So what is the nature of that real life fictional representation? An examination of Alipio seems in some ways to suggest a negative picture of old age, one that confirms the kind of stereotypes that researchers in aging and advocates for the elderly deplore.

This is Alipio: he lives in the past a lot (exactly the way the old are routinely perceived); he is in poor health since his car accident; he is hard of hearing; he does not have enough to keep him busy. He even prepares lunch early because he has nothing else to do. He spends a lot of his time sitting on his porch watching construction work and nodding to strangers as they pass. He has few visitors, and he hardly speaks to anyone as there is no one to whom he wants to speak. Gerontologists (those who study the aging process) sometimes call this kind of withdrawal "retreatism" or "disengagement." In many cases it is considered a defense mechanism: the aged may convince themselves that they do not wish to participate in social life, or do not mind being alone, rather than face the painful fact that they, like most others, are dependent on other people, and not having enough people in their life is a cause of loneliness and distress.

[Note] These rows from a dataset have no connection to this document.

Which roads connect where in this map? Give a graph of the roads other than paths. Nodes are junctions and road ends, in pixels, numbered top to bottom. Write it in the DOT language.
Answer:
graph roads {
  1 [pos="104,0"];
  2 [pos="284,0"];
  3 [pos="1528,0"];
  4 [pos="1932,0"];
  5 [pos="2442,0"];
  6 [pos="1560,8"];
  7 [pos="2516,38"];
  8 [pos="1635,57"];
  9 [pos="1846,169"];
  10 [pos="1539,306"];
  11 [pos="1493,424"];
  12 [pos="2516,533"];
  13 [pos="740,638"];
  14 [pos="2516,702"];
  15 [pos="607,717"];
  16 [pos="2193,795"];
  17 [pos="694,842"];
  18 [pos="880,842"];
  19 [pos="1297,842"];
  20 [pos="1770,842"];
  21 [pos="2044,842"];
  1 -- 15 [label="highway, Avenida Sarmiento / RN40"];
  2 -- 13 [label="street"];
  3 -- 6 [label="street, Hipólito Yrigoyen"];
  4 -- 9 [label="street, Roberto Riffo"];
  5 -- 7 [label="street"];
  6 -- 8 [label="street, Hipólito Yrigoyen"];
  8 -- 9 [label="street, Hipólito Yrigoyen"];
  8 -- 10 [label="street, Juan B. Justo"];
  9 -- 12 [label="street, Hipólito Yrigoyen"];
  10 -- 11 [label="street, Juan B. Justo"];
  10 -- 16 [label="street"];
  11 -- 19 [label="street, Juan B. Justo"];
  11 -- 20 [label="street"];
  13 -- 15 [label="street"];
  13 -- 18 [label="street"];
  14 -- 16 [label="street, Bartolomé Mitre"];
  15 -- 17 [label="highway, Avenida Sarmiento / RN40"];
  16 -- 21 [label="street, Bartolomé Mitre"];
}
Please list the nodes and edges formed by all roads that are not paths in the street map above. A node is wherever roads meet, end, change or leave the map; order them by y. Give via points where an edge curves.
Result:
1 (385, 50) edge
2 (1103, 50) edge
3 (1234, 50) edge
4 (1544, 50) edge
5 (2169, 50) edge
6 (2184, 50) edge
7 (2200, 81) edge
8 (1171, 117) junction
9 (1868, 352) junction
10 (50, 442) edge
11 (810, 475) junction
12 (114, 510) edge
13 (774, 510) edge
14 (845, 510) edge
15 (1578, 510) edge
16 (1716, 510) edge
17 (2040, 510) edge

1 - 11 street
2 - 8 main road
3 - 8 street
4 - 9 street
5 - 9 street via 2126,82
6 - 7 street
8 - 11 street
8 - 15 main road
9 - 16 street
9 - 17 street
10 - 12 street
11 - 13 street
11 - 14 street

There is a deep sadness about Alipio. He still broods over his wife's death, and since he has no children, he is truly alone in the world. When it transpires that often he whiles away the time by watching television or listening to the radio until he falls asleep, the impression given is of a man who has given up on life. This is a sign of what gerontologists call "alienation." As Zena Smith Blau describes it in Aging in a Changing Society:

Alienation is an extreme form of maladaptation, characterized by the feeling that "there is just no point in living," by feelings of regret over the past, by the idea that "things just keep getting worse and worse," and by abandonment of all future plans.

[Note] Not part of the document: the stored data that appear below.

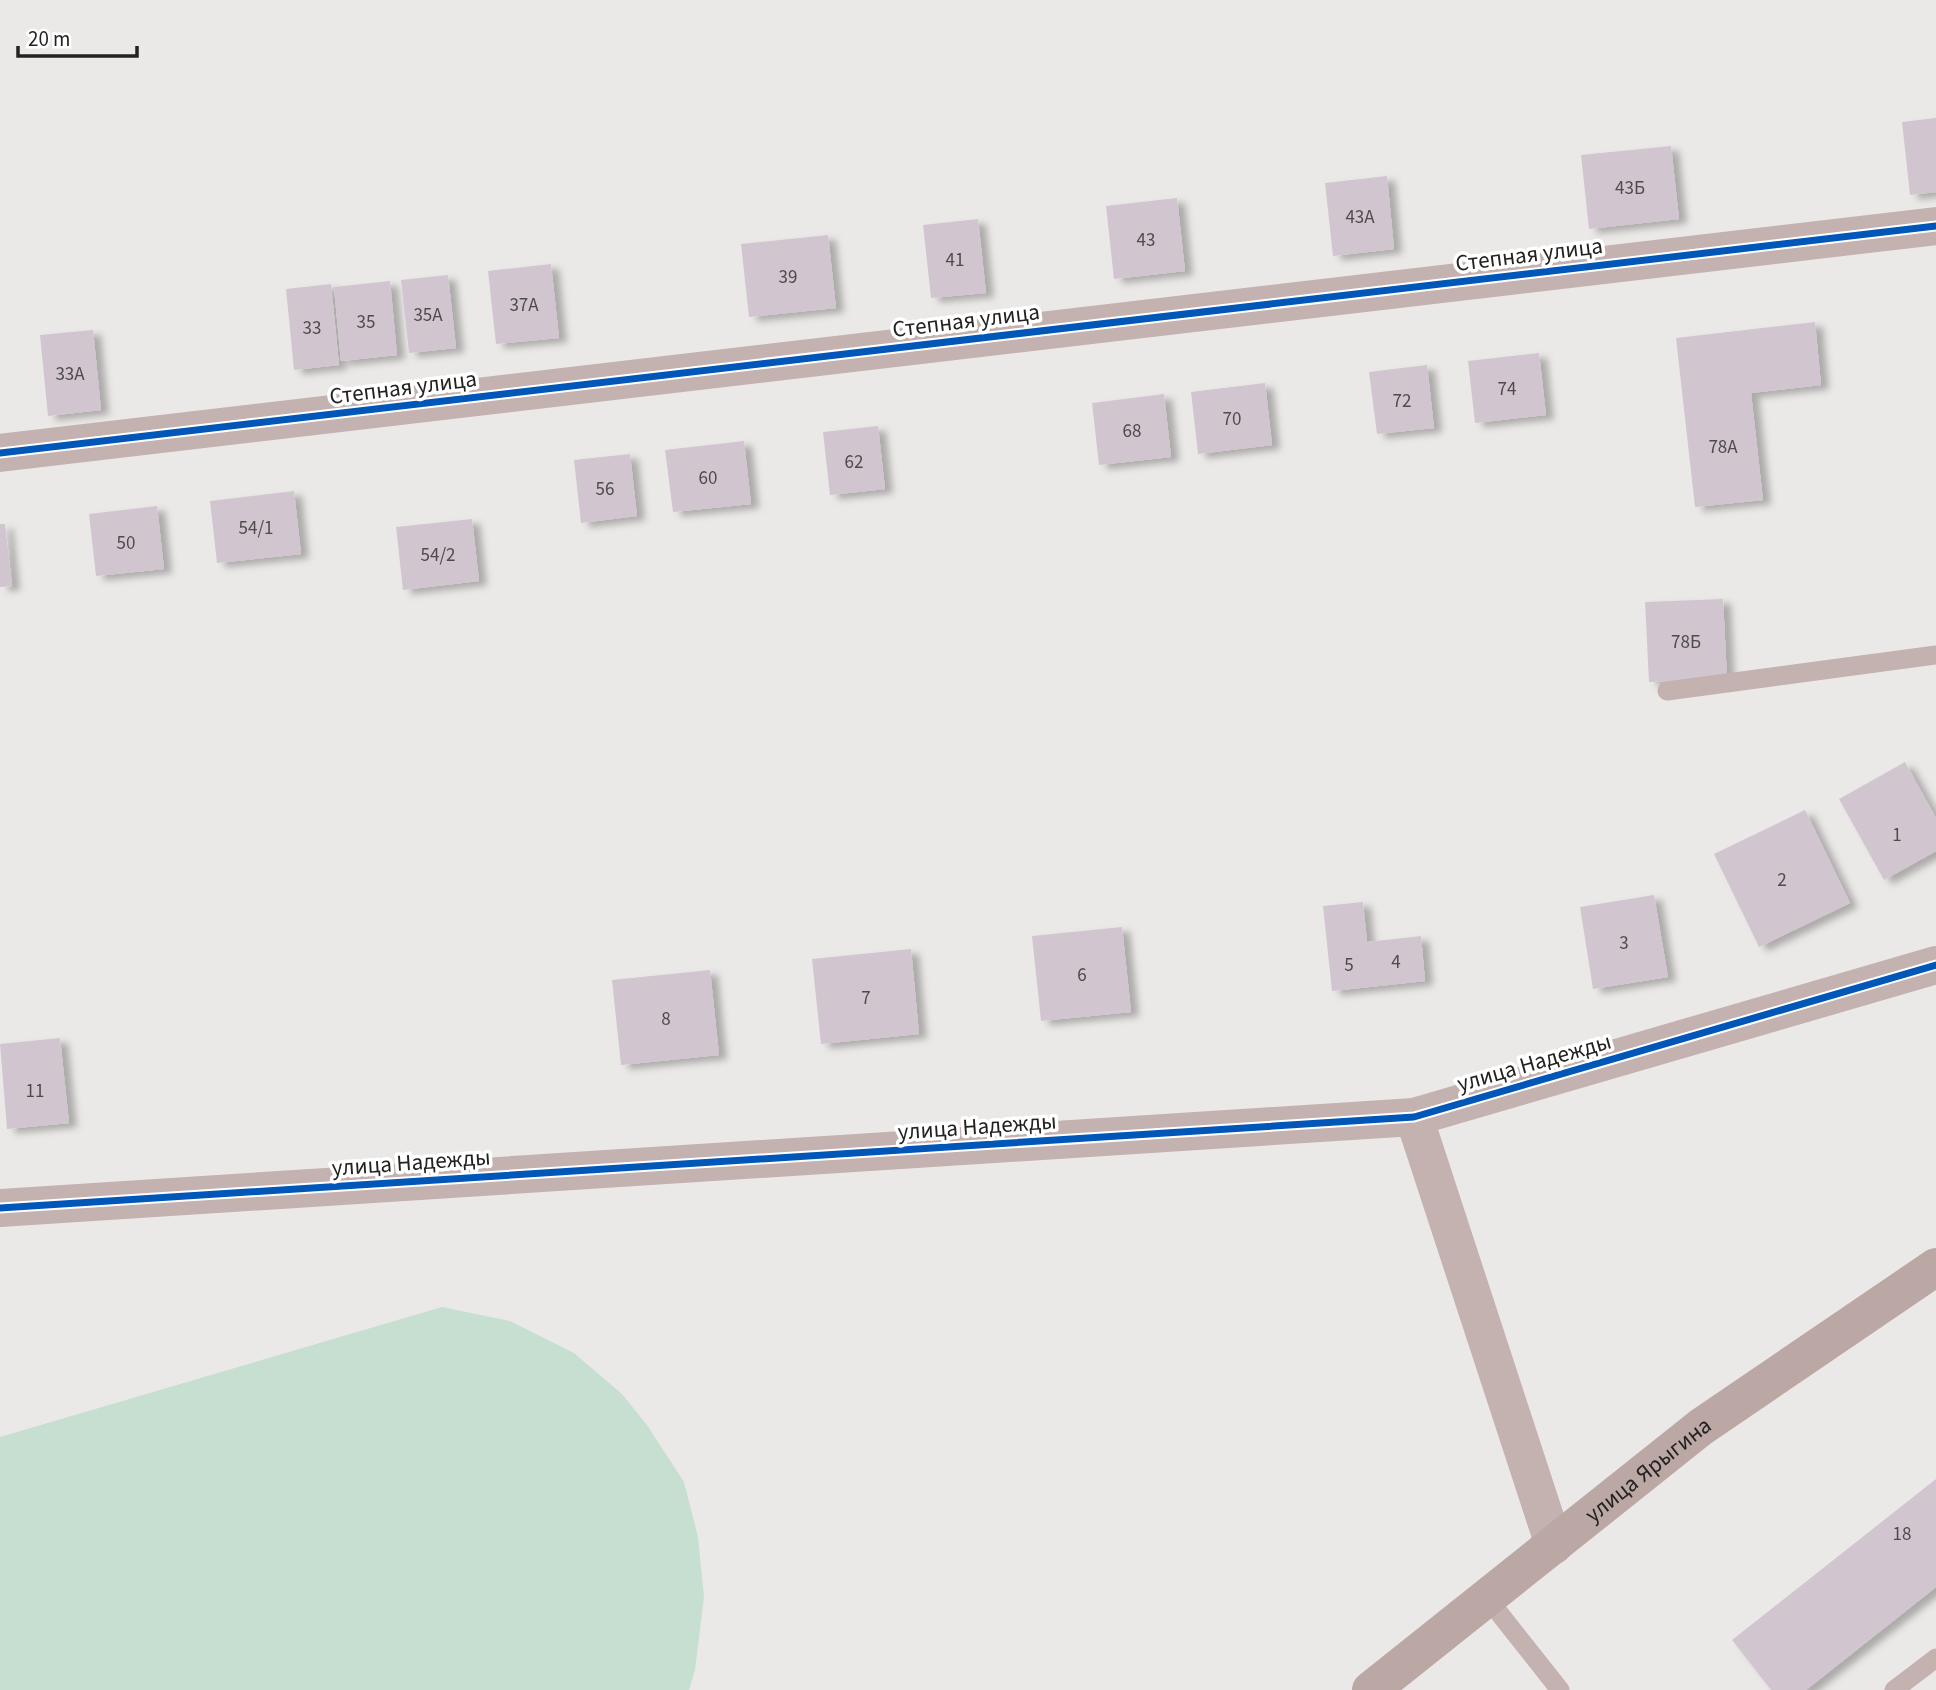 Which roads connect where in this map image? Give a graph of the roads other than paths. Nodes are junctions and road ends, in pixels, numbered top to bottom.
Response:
1 (1936, 226) edge
2 (0, 453) edge
3 (1936, 655) edge
4 (1668, 691) dead end
5 (1936, 965) edge
6 (1414, 1117) junction
7 (0, 1208) edge
8 (1936, 1267) edge
9 (1554, 1545) junction
10 (1488, 1599) junction
11 (1936, 1658) edge
12 (1371, 1690) edge
13 (1560, 1690) edge
14 (1894, 1690) edge

1 - 2 street, Степная улица
3 - 4 lane
5 - 6 street, улица Надежды
6 - 7 street, улица Надежды
6 - 9 street
8 - 9 street, улица Ярыгина
9 - 10 street, улица Ярыгина
10 - 12 street, улица Ярыгина
10 - 13 lane
11 - 14 lane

Those at risk for developing an attitude of alienation include those who, like Alipio, have recently lost a spouse. Being a husband or a wife is a major role in life, like that of having a productive occupation, which keeps people engaged in the world and sustains their morale, their sense of usefulness.

What it is like to be old and have neither of these things is also apparent from another of Santos's stories, "The Day the Dancers Came," which appears in Scent of Apples. The main character is a Filipino called Fil. He is fifty years old, which may not seem very old, but it is his age that is emphasized. He looks old, and he feels old. Old age has prematurely come upon him. This is how he experiences it:

A weariness, a mist covering all things. You don't have to look at your face in the mirror to know that you are old, suddenly old, grown useless for a lot of things and too late for all the dreams you had wrapped up well against a day of need.

Fil lives in a Chicago apartment with another old timer named Tony, who is dying of a wasting disease. Fil is excited because a troupe of dancers from the Philippines is coming to Chicago. He plans to introduce himself to them, give them a tour of Chicago, and then invite them back to his apartment for a Filipino meal. But what happens when he tries to put his plan into action is nothing like what he imagined. When he arrives at the hotel where the dancers are to perform, they and their entourage are already milling around in the lobby. Fil feels unwel-come in the midst of all these beautiful young people. He is conscious of how old his face looks, and his "horny hands." Everyone is talking but he is able to talk to no one. The little speech he had rehearsed in his apartment now strikes him as foolish; they would only laugh at him. He eventually plucks up the courage to invite two of the young male dancers to his apartment, but they just walk away with hardly a word. Fil tries again, and is ignored again. He might as well be invisible.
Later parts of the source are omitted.